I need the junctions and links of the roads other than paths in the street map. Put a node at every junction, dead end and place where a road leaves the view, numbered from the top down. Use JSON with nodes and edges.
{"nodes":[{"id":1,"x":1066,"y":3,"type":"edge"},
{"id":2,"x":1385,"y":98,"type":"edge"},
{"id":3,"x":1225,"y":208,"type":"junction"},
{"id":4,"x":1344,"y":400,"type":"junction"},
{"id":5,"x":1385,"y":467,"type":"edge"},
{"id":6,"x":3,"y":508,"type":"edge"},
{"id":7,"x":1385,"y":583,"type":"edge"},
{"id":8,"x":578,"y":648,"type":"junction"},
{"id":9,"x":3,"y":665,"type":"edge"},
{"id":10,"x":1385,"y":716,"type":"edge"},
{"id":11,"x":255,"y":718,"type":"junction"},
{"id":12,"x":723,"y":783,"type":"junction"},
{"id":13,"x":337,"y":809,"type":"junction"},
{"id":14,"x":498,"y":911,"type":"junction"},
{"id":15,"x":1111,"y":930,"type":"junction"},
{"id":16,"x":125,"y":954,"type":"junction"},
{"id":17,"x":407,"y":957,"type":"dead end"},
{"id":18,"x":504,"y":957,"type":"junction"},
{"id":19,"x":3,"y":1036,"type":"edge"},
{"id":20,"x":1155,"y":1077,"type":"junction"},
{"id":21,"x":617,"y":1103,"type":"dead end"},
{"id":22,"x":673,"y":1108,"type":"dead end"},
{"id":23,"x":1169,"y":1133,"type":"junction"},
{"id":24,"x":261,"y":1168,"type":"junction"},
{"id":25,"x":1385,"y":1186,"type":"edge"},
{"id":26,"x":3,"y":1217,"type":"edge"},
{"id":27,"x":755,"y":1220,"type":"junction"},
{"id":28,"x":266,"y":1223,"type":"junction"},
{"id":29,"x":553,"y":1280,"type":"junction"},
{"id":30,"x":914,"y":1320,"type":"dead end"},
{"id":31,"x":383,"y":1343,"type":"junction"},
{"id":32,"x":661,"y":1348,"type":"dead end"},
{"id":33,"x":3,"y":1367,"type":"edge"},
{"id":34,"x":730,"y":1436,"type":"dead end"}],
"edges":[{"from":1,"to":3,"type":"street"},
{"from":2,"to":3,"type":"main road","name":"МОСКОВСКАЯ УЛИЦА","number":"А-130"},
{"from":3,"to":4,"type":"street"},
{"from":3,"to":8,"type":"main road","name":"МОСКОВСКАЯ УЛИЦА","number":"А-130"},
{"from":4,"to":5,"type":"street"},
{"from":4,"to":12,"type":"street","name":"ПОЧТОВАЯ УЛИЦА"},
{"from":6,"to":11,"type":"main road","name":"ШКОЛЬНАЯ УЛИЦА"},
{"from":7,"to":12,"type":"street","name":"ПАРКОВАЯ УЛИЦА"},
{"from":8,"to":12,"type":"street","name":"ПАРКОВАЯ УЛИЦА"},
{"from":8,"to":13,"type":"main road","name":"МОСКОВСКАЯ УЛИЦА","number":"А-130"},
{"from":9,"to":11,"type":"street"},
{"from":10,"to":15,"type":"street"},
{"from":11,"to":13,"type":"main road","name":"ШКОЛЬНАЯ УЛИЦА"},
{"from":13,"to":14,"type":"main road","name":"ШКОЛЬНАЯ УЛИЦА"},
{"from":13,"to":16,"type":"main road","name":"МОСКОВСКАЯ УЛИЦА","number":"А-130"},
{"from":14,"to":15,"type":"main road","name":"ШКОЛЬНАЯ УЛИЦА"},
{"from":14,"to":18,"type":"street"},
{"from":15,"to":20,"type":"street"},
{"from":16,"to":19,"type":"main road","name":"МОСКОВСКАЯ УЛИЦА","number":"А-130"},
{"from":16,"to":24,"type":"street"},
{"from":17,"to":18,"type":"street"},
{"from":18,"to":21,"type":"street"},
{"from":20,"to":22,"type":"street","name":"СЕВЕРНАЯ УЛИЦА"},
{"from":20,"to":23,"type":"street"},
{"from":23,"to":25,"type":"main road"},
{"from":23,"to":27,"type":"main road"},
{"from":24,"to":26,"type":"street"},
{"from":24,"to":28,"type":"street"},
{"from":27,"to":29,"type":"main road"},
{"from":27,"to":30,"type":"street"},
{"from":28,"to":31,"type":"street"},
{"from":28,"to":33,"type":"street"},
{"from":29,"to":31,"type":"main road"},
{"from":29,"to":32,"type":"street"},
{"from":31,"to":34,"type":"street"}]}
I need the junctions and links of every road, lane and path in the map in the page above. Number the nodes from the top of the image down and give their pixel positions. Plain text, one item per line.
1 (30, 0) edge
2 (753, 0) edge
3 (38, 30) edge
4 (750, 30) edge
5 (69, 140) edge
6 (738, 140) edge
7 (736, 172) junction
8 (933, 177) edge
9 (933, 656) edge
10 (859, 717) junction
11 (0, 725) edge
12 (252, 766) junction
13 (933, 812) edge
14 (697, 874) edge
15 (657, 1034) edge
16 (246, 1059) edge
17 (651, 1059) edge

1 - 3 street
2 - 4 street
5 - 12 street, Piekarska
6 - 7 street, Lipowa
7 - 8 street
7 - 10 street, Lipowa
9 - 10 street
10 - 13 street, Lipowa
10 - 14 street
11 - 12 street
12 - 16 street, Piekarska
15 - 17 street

- [Required work]: Copy each entry above exactly, leaving nothing out.

- [Solved exercise]:
I need the junctions and links of the roads other than paths in the street map. Put a node at every junction, dead end and place where a road leaves the view, numbered from the top down. Use JSON with nodes and edges.
{"nodes":[{"id":1,"x":1066,"y":3,"type":"edge"},
{"id":2,"x":1385,"y":98,"type":"edge"},
{"id":3,"x":1225,"y":208,"type":"junction"},
{"id":4,"x":1344,"y":400,"type":"junction"},
{"id":5,"x":1385,"y":467,"type":"edge"},
{"id":6,"x":3,"y":508,"type":"edge"},
{"id":7,"x":1385,"y":583,"type":"edge"},
{"id":8,"x":578,"y":648,"type":"junction"},
{"id":9,"x":3,"y":665,"type":"edge"},
{"id":10,"x":1385,"y":716,"type":"edge"},
{"id":11,"x":255,"y":718,"type":"junction"},
{"id":12,"x":723,"y":783,"type":"junction"},
{"id":13,"x":337,"y":809,"type":"junction"},
{"id":14,"x":498,"y":911,"type":"junction"},
{"id":15,"x":1111,"y":930,"type":"junction"},
{"id":16,"x":125,"y":954,"type":"junction"},
{"id":17,"x":407,"y":957,"type":"dead end"},
{"id":18,"x":504,"y":957,"type":"junction"},
{"id":19,"x":3,"y":1036,"type":"edge"},
{"id":20,"x":1155,"y":1077,"type":"junction"},
{"id":21,"x":617,"y":1103,"type":"dead end"},
{"id":22,"x":673,"y":1108,"type":"dead end"},
{"id":23,"x":1169,"y":1133,"type":"junction"},
{"id":24,"x":261,"y":1168,"type":"junction"},
{"id":25,"x":1385,"y":1186,"type":"edge"},
{"id":26,"x":3,"y":1217,"type":"edge"},
{"id":27,"x":755,"y":1220,"type":"junction"},
{"id":28,"x":266,"y":1223,"type":"junction"},
{"id":29,"x":553,"y":1280,"type":"junction"},
{"id":30,"x":914,"y":1320,"type":"dead end"},
{"id":31,"x":383,"y":1343,"type":"junction"},
{"id":32,"x":661,"y":1348,"type":"dead end"},
{"id":33,"x":3,"y":1367,"type":"edge"},
{"id":34,"x":730,"y":1436,"type":"dead end"}],
"edges":[{"from":1,"to":3,"type":"street"},
{"from":2,"to":3,"type":"main road","name":"МОСКОВСКАЯ УЛИЦА","number":"А-130"},
{"from":3,"to":4,"type":"street"},
{"from":3,"to":8,"type":"main road","name":"МОСКОВСКАЯ УЛИЦА","number":"А-130"},
{"from":4,"to":5,"type":"street"},
{"from":4,"to":12,"type":"street","name":"ПОЧТОВАЯ УЛИЦА"},
{"from":6,"to":11,"type":"main road","name":"ШКОЛЬНАЯ УЛИЦА"},
{"from":7,"to":12,"type":"street","name":"ПАРКОВАЯ УЛИЦА"},
{"from":8,"to":12,"type":"street","name":"ПАРКОВАЯ УЛИЦА"},
{"from":8,"to":13,"type":"main road","name":"МОСКОВСКАЯ УЛИЦА","number":"А-130"},
{"from":9,"to":11,"type":"street"},
{"from":10,"to":15,"type":"street"},
{"from":11,"to":13,"type":"main road","name":"ШКОЛЬНАЯ УЛИЦА"},
{"from":13,"to":14,"type":"main road","name":"ШКОЛЬНАЯ УЛИЦА"},
{"from":13,"to":16,"type":"main road","name":"МОСКОВСКАЯ УЛИЦА","number":"А-130"},
{"from":14,"to":15,"type":"main road","name":"ШКОЛЬНАЯ УЛИЦА"},
{"from":14,"to":18,"type":"street"},
{"from":15,"to":20,"type":"street"},
{"from":16,"to":19,"type":"main road","name":"МОСКОВСКАЯ УЛИЦА","number":"А-130"},
{"from":16,"to":24,"type":"street"},
{"from":17,"to":18,"type":"street"},
{"from":18,"to":21,"type":"street"},
{"from":20,"to":22,"type":"street","name":"СЕВЕРНАЯ УЛИЦА"},
{"from":20,"to":23,"type":"street"},
{"from":23,"to":25,"type":"main road"},
{"from":23,"to":27,"type":"main road"},
{"from":24,"to":26,"type":"street"},
{"from":24,"to":28,"type":"street"},
{"from":27,"to":29,"type":"main road"},
{"from":27,"to":30,"type":"street"},
{"from":28,"to":31,"type":"street"},
{"from":28,"to":33,"type":"street"},
{"from":29,"to":31,"type":"main road"},
{"from":29,"to":32,"type":"street"},
{"from":31,"to":34,"type":"street"}]}
I need the junctions and links of every road, lane and path in the map in the page above. Number the nodes from the top of the image down and give their pixel positions. Plain text, one item per line.
1 (30, 0) edge
2 (753, 0) edge
3 (38, 30) edge
4 (750, 30) edge
5 (69, 140) edge
6 (738, 140) edge
7 (736, 172) junction
8 (933, 177) edge
9 (933, 656) edge
10 (859, 717) junction
11 (0, 725) edge
12 (252, 766) junction
13 (933, 812) edge
14 (697, 874) edge
15 (657, 1034) edge
16 (246, 1059) edge
17 (651, 1059) edge

1 - 3 street
2 - 4 street
5 - 12 street, Piekarska
6 - 7 street, Lipowa
7 - 8 street
7 - 10 street, Lipowa
9 - 10 street
10 - 13 street, Lipowa
10 - 14 street
11 - 12 street
12 - 16 street, Piekarska
15 - 17 street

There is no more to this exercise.